Start of Information supplied

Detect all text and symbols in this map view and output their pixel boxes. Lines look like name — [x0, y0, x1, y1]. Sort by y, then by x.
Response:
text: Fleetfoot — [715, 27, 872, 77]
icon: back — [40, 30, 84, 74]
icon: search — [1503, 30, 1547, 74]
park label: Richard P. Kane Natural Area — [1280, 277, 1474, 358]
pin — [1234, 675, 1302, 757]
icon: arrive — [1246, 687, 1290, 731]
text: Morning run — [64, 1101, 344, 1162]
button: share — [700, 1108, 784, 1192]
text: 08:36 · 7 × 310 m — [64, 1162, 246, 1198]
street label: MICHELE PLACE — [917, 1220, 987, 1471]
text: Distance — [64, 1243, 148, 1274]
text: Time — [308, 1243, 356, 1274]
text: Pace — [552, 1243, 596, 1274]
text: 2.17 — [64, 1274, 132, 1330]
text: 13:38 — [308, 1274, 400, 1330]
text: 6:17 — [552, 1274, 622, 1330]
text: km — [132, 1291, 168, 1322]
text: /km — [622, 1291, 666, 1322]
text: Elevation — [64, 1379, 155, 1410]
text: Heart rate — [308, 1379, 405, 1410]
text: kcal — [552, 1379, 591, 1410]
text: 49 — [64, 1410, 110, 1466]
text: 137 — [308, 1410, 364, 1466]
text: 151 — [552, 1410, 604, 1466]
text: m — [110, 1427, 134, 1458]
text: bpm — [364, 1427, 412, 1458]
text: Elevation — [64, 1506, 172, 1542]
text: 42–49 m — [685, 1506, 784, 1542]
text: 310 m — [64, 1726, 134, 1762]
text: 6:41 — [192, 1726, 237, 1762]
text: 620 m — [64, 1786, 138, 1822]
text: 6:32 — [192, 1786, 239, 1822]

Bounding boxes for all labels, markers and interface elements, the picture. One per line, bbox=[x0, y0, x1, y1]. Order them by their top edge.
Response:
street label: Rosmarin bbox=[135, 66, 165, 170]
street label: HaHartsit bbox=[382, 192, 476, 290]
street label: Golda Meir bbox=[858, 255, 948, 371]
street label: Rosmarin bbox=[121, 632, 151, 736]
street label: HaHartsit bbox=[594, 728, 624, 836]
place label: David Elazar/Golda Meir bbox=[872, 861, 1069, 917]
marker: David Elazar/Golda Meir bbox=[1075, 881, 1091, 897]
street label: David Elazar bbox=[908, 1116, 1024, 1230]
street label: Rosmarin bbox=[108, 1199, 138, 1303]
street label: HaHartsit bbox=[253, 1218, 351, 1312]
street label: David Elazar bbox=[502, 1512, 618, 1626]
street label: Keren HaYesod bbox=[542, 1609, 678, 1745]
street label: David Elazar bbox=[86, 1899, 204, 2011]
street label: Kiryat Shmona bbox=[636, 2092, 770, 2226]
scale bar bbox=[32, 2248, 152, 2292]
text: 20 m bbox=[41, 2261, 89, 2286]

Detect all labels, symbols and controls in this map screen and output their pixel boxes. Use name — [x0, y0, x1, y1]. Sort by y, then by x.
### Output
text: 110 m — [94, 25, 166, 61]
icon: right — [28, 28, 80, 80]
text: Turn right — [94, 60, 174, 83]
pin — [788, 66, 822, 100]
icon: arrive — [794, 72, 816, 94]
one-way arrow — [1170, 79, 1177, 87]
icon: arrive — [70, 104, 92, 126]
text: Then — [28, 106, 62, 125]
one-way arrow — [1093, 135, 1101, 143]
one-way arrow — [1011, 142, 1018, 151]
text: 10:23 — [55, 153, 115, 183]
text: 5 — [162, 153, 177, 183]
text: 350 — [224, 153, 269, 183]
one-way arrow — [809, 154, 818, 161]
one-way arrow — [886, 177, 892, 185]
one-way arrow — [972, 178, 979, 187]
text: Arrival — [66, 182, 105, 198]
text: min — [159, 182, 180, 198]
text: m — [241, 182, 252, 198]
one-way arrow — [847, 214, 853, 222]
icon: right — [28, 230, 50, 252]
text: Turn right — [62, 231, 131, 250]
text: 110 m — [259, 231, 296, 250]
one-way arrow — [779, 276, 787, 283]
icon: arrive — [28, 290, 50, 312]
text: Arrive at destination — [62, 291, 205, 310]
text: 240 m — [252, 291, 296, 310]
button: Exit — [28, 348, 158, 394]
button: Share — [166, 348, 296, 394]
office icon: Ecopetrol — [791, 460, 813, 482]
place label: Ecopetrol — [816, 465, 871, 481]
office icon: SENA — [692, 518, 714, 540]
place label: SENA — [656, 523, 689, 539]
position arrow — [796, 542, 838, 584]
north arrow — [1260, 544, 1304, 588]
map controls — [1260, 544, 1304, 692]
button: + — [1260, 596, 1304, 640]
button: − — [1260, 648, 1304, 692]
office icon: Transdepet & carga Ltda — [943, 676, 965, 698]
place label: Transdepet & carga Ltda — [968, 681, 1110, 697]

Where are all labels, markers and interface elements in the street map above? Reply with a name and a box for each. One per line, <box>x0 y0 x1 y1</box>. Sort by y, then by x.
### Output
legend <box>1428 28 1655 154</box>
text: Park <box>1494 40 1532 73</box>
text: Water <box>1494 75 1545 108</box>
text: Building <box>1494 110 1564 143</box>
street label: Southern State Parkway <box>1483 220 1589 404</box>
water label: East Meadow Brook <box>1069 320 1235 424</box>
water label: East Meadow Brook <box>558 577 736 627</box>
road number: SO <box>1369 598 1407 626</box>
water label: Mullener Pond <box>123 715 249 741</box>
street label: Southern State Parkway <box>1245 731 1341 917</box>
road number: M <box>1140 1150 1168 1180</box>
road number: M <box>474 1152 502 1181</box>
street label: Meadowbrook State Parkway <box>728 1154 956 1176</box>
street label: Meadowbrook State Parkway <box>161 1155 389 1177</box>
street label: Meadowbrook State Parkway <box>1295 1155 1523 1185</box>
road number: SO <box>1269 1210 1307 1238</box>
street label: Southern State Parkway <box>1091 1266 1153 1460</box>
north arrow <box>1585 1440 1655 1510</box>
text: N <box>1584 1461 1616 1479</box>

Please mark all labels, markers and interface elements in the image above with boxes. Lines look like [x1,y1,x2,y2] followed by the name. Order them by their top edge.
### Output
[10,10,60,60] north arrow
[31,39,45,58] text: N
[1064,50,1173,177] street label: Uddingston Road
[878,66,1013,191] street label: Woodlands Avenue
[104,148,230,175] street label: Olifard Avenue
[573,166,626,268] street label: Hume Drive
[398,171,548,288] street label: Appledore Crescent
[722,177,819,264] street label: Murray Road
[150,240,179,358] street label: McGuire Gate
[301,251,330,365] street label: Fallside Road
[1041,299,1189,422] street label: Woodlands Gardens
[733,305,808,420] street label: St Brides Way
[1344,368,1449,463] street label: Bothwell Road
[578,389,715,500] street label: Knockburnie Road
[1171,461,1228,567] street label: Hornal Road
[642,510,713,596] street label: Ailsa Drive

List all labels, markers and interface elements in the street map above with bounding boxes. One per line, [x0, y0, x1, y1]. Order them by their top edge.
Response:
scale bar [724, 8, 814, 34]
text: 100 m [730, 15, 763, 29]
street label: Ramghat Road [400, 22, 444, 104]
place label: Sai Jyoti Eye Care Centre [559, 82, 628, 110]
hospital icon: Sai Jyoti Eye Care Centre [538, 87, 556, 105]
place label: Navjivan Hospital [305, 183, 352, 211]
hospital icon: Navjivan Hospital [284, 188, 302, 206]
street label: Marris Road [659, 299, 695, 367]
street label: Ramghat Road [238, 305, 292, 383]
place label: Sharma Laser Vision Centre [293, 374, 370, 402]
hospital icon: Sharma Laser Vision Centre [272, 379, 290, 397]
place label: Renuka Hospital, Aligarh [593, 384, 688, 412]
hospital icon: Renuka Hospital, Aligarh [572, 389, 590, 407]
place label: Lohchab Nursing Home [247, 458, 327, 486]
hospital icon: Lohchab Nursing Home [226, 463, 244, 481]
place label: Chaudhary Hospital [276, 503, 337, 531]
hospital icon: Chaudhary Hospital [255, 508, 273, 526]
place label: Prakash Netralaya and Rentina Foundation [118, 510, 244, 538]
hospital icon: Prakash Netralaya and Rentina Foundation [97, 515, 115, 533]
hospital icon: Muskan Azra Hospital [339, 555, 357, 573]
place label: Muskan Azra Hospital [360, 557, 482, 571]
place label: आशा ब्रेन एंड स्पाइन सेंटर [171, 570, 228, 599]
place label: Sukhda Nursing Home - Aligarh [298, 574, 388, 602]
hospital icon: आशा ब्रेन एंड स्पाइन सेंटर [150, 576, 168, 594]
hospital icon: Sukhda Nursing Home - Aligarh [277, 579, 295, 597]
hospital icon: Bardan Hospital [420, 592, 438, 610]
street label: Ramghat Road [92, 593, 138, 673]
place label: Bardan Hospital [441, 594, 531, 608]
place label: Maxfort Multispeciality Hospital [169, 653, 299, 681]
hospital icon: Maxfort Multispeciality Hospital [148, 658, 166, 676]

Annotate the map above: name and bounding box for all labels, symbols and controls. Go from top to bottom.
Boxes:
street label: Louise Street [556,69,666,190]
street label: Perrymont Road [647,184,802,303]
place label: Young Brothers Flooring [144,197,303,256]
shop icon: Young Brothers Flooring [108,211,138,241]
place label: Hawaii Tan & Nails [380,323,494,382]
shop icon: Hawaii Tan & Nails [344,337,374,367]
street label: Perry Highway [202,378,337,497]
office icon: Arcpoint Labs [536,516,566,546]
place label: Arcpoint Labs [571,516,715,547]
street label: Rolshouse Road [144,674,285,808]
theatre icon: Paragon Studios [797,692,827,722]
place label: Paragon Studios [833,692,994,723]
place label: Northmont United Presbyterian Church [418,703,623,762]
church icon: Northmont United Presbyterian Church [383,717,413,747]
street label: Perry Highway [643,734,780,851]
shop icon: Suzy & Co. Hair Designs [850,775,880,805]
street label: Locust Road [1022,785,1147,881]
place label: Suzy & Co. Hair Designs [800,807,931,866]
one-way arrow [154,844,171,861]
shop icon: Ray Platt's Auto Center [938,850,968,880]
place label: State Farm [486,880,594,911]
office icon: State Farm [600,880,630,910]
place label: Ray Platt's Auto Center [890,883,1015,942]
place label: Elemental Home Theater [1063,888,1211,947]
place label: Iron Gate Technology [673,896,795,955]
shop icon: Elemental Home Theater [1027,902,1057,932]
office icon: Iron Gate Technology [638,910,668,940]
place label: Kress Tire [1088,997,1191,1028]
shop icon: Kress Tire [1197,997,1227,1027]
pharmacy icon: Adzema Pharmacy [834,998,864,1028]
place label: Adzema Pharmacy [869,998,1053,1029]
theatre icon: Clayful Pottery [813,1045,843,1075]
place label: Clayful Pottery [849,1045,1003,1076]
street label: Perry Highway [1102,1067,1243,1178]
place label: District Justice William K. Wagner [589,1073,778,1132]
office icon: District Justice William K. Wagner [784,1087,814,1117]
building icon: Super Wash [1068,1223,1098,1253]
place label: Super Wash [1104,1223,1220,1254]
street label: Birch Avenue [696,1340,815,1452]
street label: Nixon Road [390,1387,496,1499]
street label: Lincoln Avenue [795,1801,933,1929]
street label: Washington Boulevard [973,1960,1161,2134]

End of Information supplied

◆ Work request ◆
Filter the material above down to the lines that hold the word "Ltda".

◆ Solution below ◆
office icon: Transdepet & carga Ltda — [943, 676, 965, 698]
place label: Transdepet & carga Ltda — [968, 681, 1110, 697]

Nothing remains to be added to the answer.